• Information given:
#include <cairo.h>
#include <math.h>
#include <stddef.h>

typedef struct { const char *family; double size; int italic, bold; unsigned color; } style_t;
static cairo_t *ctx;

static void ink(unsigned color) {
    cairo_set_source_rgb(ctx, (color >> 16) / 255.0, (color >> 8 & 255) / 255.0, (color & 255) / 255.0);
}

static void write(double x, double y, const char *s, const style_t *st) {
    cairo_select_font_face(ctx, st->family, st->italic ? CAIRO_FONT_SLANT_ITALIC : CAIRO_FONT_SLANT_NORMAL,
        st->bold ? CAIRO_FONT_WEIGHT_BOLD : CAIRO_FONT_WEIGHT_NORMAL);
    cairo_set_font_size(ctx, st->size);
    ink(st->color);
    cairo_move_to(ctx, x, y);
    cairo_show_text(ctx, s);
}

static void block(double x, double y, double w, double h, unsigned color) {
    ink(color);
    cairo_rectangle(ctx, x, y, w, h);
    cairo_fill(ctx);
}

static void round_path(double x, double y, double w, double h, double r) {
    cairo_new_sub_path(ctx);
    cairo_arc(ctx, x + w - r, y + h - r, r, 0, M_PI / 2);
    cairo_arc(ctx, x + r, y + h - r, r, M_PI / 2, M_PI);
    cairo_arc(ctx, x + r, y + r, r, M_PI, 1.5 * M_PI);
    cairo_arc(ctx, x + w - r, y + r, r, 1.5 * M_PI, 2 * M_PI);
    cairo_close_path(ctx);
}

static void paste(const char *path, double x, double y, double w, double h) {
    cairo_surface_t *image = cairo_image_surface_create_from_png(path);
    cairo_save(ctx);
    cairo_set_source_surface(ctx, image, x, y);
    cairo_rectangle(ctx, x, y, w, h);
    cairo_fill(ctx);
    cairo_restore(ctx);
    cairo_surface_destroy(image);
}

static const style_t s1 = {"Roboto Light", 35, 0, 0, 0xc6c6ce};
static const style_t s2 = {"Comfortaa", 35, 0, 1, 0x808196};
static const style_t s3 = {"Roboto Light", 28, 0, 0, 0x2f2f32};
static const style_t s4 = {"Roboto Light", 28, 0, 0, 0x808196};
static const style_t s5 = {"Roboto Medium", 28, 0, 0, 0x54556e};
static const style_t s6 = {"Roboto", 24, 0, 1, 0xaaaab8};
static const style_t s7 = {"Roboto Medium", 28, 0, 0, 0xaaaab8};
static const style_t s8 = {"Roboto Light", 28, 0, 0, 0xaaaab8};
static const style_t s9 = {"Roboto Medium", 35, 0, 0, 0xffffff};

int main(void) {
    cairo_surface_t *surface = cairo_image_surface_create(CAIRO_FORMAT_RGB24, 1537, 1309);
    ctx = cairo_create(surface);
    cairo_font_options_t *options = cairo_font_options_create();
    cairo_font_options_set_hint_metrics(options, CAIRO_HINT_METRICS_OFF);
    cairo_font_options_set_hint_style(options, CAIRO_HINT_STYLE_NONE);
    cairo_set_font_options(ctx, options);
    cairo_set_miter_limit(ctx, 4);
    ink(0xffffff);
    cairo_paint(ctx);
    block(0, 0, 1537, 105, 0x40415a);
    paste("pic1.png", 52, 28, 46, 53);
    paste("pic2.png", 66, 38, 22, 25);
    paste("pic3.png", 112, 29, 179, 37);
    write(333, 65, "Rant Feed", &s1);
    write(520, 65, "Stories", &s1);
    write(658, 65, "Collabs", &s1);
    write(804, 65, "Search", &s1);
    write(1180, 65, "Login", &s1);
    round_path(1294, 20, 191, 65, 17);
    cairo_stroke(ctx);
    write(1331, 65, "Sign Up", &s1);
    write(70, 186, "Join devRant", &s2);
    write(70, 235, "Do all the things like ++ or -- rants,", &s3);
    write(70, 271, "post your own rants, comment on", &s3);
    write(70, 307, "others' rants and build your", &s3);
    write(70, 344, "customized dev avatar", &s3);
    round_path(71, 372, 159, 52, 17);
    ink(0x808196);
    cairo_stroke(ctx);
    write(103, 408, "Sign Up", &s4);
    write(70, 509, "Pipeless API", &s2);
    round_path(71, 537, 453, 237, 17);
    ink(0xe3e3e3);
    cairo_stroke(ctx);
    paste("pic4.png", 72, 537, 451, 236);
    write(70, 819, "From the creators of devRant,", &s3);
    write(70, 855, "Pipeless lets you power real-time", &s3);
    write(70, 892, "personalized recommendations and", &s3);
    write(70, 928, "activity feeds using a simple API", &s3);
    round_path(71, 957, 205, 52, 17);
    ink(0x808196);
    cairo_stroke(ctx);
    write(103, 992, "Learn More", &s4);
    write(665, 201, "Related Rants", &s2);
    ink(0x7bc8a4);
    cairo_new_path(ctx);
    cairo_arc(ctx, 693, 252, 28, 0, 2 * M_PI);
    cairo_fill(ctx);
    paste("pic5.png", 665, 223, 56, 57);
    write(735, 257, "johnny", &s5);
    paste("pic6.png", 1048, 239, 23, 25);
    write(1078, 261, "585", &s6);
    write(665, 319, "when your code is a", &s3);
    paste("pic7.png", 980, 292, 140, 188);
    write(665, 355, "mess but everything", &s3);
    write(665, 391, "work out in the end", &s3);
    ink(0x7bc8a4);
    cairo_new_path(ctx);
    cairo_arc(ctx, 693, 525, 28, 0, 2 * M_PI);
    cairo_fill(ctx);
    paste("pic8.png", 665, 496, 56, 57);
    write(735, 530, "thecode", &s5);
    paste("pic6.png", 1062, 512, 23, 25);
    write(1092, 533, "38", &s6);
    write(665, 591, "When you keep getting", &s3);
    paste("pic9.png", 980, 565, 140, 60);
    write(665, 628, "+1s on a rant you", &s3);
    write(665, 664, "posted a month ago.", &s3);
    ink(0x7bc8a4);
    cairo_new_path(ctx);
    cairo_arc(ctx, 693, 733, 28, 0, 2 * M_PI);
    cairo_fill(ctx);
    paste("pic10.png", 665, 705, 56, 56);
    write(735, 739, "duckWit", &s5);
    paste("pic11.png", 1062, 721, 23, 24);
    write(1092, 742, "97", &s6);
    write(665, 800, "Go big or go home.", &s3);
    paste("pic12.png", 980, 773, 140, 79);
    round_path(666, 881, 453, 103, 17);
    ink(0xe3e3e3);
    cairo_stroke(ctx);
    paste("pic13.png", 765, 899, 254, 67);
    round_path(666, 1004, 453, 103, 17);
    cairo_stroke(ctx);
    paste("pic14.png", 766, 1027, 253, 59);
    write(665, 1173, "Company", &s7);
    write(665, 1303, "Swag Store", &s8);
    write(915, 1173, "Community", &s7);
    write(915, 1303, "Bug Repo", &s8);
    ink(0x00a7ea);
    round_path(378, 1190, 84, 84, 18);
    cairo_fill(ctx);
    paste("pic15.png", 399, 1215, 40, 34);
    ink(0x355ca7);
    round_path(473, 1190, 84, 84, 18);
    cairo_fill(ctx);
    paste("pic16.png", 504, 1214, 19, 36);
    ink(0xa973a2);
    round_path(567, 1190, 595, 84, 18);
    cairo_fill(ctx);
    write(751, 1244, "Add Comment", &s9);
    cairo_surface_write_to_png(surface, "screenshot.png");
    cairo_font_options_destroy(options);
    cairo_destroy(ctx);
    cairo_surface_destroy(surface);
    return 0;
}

• Directions for this task: Please retype, with no changes, the lines that run from the first line of the entries to the line with "static void ink(unsigned", both ends included.

• Task output:
#include <cairo.h>
#include <math.h>
#include <stddef.h>

typedef struct { const char *family; double size; int italic, bold; unsigned color; } style_t;
static cairo_t *ctx;

static void ink(unsigned color) {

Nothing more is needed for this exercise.